The required result is every line of the records that includes "MAIN".

#### RECORDS FOR THIS EXERCISE ####

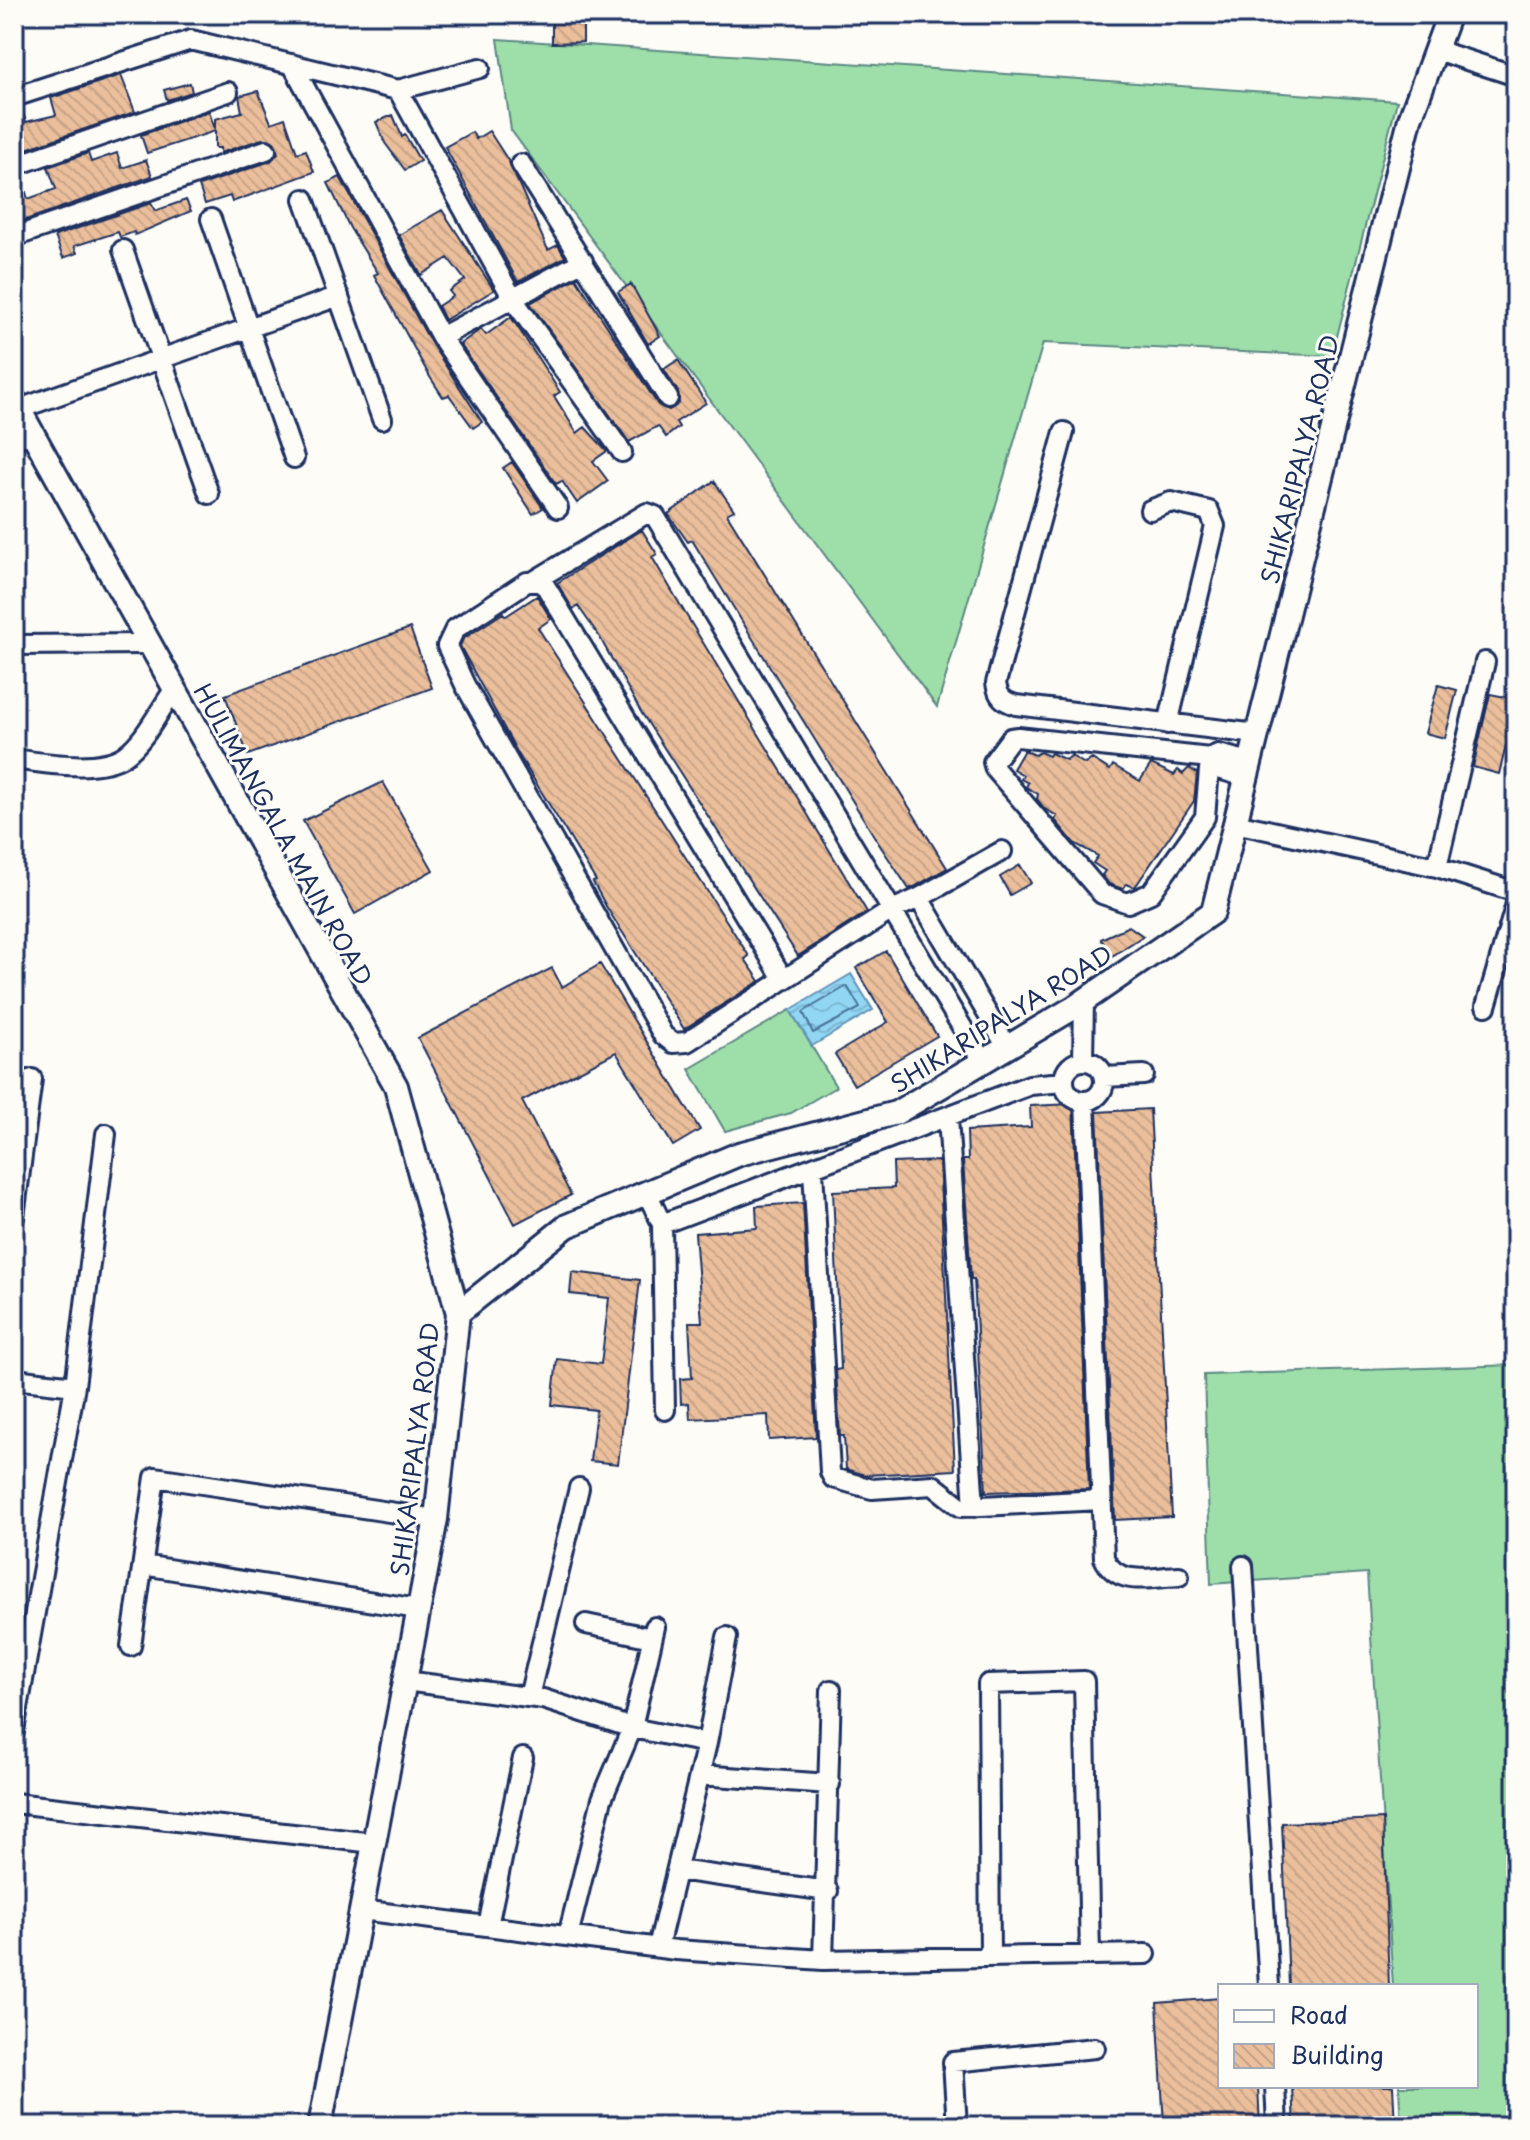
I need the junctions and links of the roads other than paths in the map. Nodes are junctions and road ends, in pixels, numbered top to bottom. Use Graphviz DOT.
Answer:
graph roads {
  1 [pos="1449,14"];
  2 [pos="1436,50"];
  3 [pos="292,64"];
  4 [pos="480,68"];
  5 [pos="1516,76"];
  6 [pos="398,90"];
  7 [pos="228,92"];
  8 [pos="14,97"];
  9 [pos="266,150"];
  10 [pos="521,164"];
  11 [pos="14,166"];
  12 [pos="304,199"];
  13 [pos="211,219"];
  14 [pos="14,237"];
  15 [pos="123,250"];
  16 [pos="583,261"];
  17 [pos="339,296"];
  18 [pos="513,299"];
  19 [pos="249,328"];
  20 [pos="441,337"];
  21 [pos="161,359"];
  22 [pos="668,398"];
  23 [pos="16,405"];
  24 [pos="382,419"];
  25 [pos="1064,432"];
  26 [pos="23,436"];
  27 [pos="622,452"];
  28 [pos="294,458"];
  29 [pos="209,494"];
  30 [pos="558,508"];
  31 [pos="1150,510"];
  32 [pos="534,581"];
  33 [pos="148,644"];
  34 [pos="14,645"];
  35 [pos="1485,662"];
  36 [pos="174,690"];
  37 [pos="1168,724"];
  38 [pos="1257,734"];
  39 [pos="14,759"];
  40 [pos="1211,762"];
  41 [pos="1248,769"];
  42 [pos="1235,823"];
  43 [pos="1002,851"];
  44 [pos="1437,867"];
  45 [pos="1516,892"];
  46 [pos="919,898"];
  47 [pos="1516,904"];
  48 [pos="892,910"];
  49 [pos="784,980"];
  50 [pos="1084,1001"];
  51 [pos="1486,1006"];
  52 [pos="1007,1047"];
  53 [pos="1083,1061"];
  54 [pos="983,1062"];
  55 [pos="1144,1075"];
  56 [pos="1104,1077"];
  57 [pos="32,1079"];
  58 [pos="1063,1082"];
  59 [pos="1085,1102"];
  60 [pos="948,1117"];
  61 [pos="106,1134"];
  62 [pos="813,1170"];
  63 [pos="646,1191"];
  64 [pos="14,1217"];
  65 [pos="662,1224"];
  66 [pos="458,1313"];
  67 [pos="14,1379"];
  68 [pos="75,1386"];
  69 [pos="665,1410"];
  70 [pos="579,1488"];
  71 [pos="1102,1500"];
  72 [pos="974,1507"];
  73 [pos="436,1519"];
  74 [pos="143,1565"];
  75 [pos="1243,1566"];
  76 [pos="1179,1576"];
  77 [pos="418,1609"];
  78 [pos="586,1624"];
  79 [pos="727,1637"];
  80 [pos="131,1646"];
  81 [pos="405,1681"];
  82 [pos="831,1690"];
  83 [pos="529,1697"];
  84 [pos="632,1728"];
  85 [pos="14,1731"];
  86 [pos="707,1743"];
  87 [pos="523,1758"];
  88 [pos="699,1775"];
  89 [pos="830,1784"];
  90 [pos="14,1803"];
  91 [pos="374,1843"];
  92 [pos="677,1870"];
  93 [pos="828,1891"];
  94 [pos="361,1910"];
  95 [pos="488,1926"];
  96 [pos="568,1936"];
  97 [pos="658,1947"];
  98 [pos="1146,1954"];
  99 [pos="1090,1955"];
  100 [pos="990,1957"];
  101 [pos="823,1960"];
  102 [pos="1269,1984"];
  103 [pos="1095,2048"];
  104 [pos="1275,2088"];
  105 [pos="320,2126"];
  106 [pos="957,2126"];
  107 [pos="1277,2126"];
  1 -- 2 [label="street, SHIKARIPALYA ROAD"];
  2 -- 5 [label="street"];
  2 -- 38 [label="street, SHIKARIPALYA ROAD"];
  3 -- 6 [label="street"];
  3 -- 8 [label="street"];
  3 -- 20 [label="street"];
  4 -- 6 [label="street"];
  6 -- 18 [label="street"];
  7 -- 11 [label="street"];
  9 -- 14 [label="street"];
  10 -- 16 [label="street"];
  12 -- 17 [label="street"];
  13 -- 19 [label="street"];
  15 -- 21 [label="street"];
  16 -- 18 [label="street"];
  16 -- 22 [label="street"];
  17 -- 19 [label="street"];
  17 -- 24 [label="street"];
  18 -- 20 [label="street"];
  18 -- 27 [label="street"];
  19 -- 21 [label="street"];
  19 -- 28 [label="street"];
  20 -- 30 [label="street"];
  21 -- 23 [label="street"];
  21 -- 29 [label="street"];
  23 -- 26 [label="street, HULIMANGALA MAIN ROAD"];
  25 -- 37 [label="street"];
  26 -- 33 [label="street, HULIMANGALA MAIN ROAD"];
  31 -- 37 [label="street"];
  32 -- 48 [label="street"];
  32 -- 49 [label="street"];
  32 -- 49 [label="street"];
  33 -- 34 [label="street"];
  33 -- 36 [label="street, HULIMANGALA MAIN ROAD"];
  35 -- 44 [label="street"];
  36 -- 39 [label="street"];
  36 -- 66 [label="street, HULIMANGALA MAIN ROAD"];
  37 -- 38 [label="street"];
  38 -- 41 [label="street, SHIKARIPALYA ROAD"];
  40 -- 40 [label="street"];
  40 -- 41 [label="street"];
  41 -- 42 [label="street, SHIKARIPALYA ROAD"];
  42 -- 44 [label="street"];
  42 -- 50 [label="street, SHIKARIPALYA ROAD"];
  43 -- 46 [label="street"];
  44 -- 45 [label="street"];
  46 -- 48 [label="street"];
  46 -- 52 [label="street"];
  47 -- 51 [label="street"];
  48 -- 49 [label="street"];
  48 -- 54 [label="street"];
  50 -- 52 [label="street, SHIKARIPALYA ROAD"];
  50 -- 53 [label="street"];
  52 -- 54 [label="street, SHIKARIPALYA ROAD"];
  53 -- 56 [label="street"];
  53 -- 58 [label="street"];
  54 -- 63 [label="street, SHIKARIPALYA ROAD"];
  55 -- 56 [label="street"];
  56 -- 59 [label="street"];
  57 -- 64 [label="street"];
  58 -- 59 [label="street"];
  58 -- 60 [label="street"];
  59 -- 71 [label="street"];
  60 -- 62 [label="street"];
  60 -- 72 [label="street"];
  61 -- 68 [label="street"];
  62 -- 65 [label="street"];
  62 -- 72 [label="street"];
  63 -- 65 [label="street"];
  63 -- 66 [label="street, SHIKARIPALYA ROAD"];
  65 -- 69 [label="street"];
  66 -- 73 [label="street, SHIKARIPALYA ROAD"];
  67 -- 68 [label="street"];
  68 -- 85 [label="street"];
  70 -- 83 [label="street"];
  71 -- 72 [label="street"];
  71 -- 76 [label="street"];
  73 -- 74 [label="street"];
  73 -- 77 [label="street, SHIKARIPALYA ROAD"];
  74 -- 77 [label="street"];
  74 -- 80 [label="street"];
  75 -- 102 [label="street"];
  77 -- 81 [label="street, SHIKARIPALYA ROAD"];
  78 -- 84 [label="street"];
  79 -- 86 [label="street"];
  81 -- 83 [label="street"];
  81 -- 91 [label="street, SHIKARIPALYA ROAD"];
  82 -- 89 [label="street"];
  83 -- 84 [label="street"];
  84 -- 86 [label="street"];
  84 -- 96 [label="street"];
  86 -- 88 [label="street"];
  87 -- 95 [label="street"];
  88 -- 89 [label="street"];
  88 -- 92 [label="street"];
  89 -- 93 [label="street"];
  90 -- 91 [label="street"];
  91 -- 94 [label="street, SHIKARIPALYA ROAD"];
  92 -- 93 [label="street"];
  92 -- 97 [label="street"];
  93 -- 101 [label="street"];
  94 -- 95 [label="street"];
  94 -- 105 [label="street, SHIKARIPALYA ROAD"];
  95 -- 96 [label="street"];
  96 -- 97 [label="street"];
  97 -- 101 [label="street"];
  98 -- 99 [label="street"];
  99 -- 100 [label="street"];
  99 -- 100 [label="street"];
  100 -- 101 [label="street"];
  103 -- 106 [label="street"];
  104 -- 107 [label="street"];
}
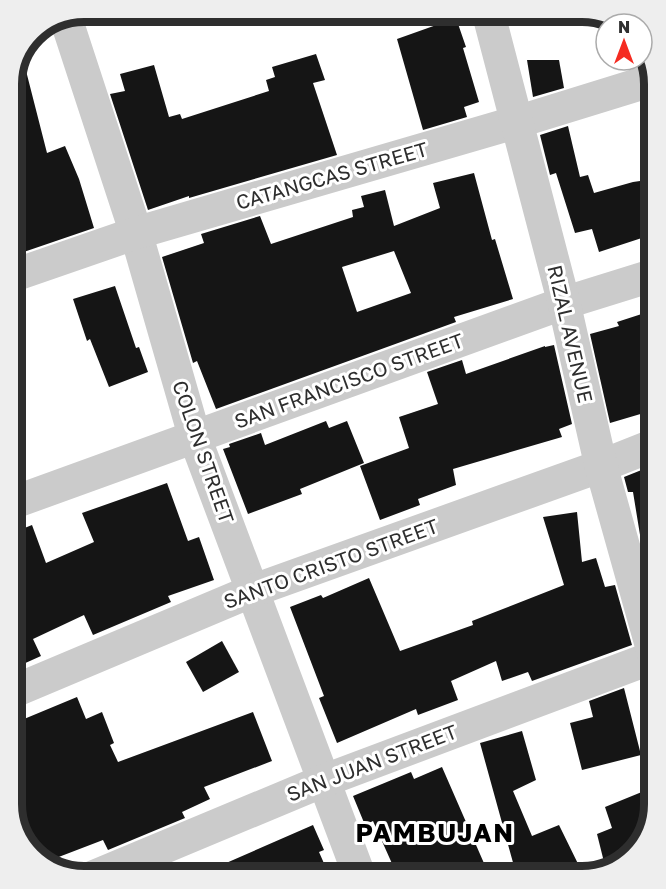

####

TASK RESPONSE>
  23 -- 26 [label="street, HULIMANGALA MAIN ROAD"];
  26 -- 33 [label="street, HULIMANGALA MAIN ROAD"];
  33 -- 36 [label="street, HULIMANGALA MAIN ROAD"];
  36 -- 66 [label="street, HULIMANGALA MAIN ROAD"];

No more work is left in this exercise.